Using the data below, return every line that holds the word "Willow".

[[ Records shown open ]]

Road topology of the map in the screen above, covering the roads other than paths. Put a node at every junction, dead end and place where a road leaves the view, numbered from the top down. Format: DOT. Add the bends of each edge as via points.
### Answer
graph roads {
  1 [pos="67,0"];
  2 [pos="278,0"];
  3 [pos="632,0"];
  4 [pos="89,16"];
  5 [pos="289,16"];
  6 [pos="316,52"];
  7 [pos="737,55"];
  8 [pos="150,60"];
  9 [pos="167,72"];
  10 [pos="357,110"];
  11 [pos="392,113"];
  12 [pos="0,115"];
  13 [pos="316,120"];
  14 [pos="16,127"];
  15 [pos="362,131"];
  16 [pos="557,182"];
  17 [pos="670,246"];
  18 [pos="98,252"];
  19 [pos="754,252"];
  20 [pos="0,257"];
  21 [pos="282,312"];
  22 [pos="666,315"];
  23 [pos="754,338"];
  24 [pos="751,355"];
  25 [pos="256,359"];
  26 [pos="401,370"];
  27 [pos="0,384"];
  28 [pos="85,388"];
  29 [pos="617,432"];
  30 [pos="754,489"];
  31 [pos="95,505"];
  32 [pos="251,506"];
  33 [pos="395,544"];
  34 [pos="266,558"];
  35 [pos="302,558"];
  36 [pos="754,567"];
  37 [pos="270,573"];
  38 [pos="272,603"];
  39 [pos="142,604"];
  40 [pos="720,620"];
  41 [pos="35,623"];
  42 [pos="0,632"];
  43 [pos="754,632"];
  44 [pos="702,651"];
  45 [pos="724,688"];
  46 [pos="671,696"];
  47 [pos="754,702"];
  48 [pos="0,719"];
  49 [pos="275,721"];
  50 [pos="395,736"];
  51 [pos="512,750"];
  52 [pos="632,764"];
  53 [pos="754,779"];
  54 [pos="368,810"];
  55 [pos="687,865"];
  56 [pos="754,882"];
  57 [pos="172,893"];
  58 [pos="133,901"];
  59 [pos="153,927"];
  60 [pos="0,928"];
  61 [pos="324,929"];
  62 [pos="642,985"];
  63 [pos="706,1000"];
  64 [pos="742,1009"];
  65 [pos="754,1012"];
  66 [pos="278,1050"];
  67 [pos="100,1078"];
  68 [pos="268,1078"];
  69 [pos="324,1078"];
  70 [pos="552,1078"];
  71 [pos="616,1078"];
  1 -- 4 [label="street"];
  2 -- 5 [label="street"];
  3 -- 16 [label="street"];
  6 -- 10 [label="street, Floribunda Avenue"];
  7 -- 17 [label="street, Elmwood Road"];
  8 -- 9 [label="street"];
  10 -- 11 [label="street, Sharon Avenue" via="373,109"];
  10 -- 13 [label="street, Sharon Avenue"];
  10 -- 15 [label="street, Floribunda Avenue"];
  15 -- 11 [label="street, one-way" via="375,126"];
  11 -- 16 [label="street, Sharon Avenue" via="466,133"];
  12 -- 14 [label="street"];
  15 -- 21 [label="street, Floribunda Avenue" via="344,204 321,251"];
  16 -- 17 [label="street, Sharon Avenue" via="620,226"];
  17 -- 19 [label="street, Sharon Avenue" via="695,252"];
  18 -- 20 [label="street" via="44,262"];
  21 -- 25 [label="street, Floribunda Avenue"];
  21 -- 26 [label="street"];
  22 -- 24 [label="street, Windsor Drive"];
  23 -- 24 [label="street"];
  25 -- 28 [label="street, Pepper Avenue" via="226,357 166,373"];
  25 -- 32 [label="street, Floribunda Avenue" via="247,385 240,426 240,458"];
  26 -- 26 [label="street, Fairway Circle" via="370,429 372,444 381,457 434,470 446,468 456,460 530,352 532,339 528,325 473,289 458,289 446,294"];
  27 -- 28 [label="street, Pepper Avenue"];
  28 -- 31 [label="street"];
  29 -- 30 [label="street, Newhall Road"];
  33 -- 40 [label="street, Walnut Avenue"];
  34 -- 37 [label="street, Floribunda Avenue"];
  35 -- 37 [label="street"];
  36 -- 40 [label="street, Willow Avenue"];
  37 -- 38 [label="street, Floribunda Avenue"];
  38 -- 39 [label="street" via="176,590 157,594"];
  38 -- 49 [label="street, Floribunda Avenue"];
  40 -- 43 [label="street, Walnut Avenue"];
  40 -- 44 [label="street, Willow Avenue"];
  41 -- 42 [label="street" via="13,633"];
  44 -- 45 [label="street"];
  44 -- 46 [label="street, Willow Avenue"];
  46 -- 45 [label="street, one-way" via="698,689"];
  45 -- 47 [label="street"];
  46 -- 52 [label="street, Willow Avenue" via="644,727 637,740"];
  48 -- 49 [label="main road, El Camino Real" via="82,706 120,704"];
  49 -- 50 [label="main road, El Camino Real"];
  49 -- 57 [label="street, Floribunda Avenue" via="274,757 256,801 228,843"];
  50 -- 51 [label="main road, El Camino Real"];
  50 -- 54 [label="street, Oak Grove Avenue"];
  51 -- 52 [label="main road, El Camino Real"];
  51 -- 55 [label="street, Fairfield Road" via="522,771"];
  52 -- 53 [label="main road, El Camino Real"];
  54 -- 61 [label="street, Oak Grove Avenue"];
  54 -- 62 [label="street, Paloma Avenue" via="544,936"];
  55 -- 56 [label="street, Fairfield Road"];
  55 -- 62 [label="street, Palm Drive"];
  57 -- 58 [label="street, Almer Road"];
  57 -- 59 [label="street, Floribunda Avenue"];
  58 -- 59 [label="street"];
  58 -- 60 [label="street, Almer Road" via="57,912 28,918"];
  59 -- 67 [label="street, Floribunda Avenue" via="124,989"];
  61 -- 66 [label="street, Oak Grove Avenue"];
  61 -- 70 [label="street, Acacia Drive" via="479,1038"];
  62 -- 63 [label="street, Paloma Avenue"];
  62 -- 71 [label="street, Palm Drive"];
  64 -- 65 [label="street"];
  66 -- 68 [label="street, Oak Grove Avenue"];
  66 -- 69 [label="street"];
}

[[ Records shown closed ]]

• _Answer section_
  36 -- 40 [label="street, Willow Avenue"];
  40 -- 44 [label="street, Willow Avenue"];
  44 -- 46 [label="street, Willow Avenue"];
  46 -- 52 [label="street, Willow Avenue" via="644,727 637,740"];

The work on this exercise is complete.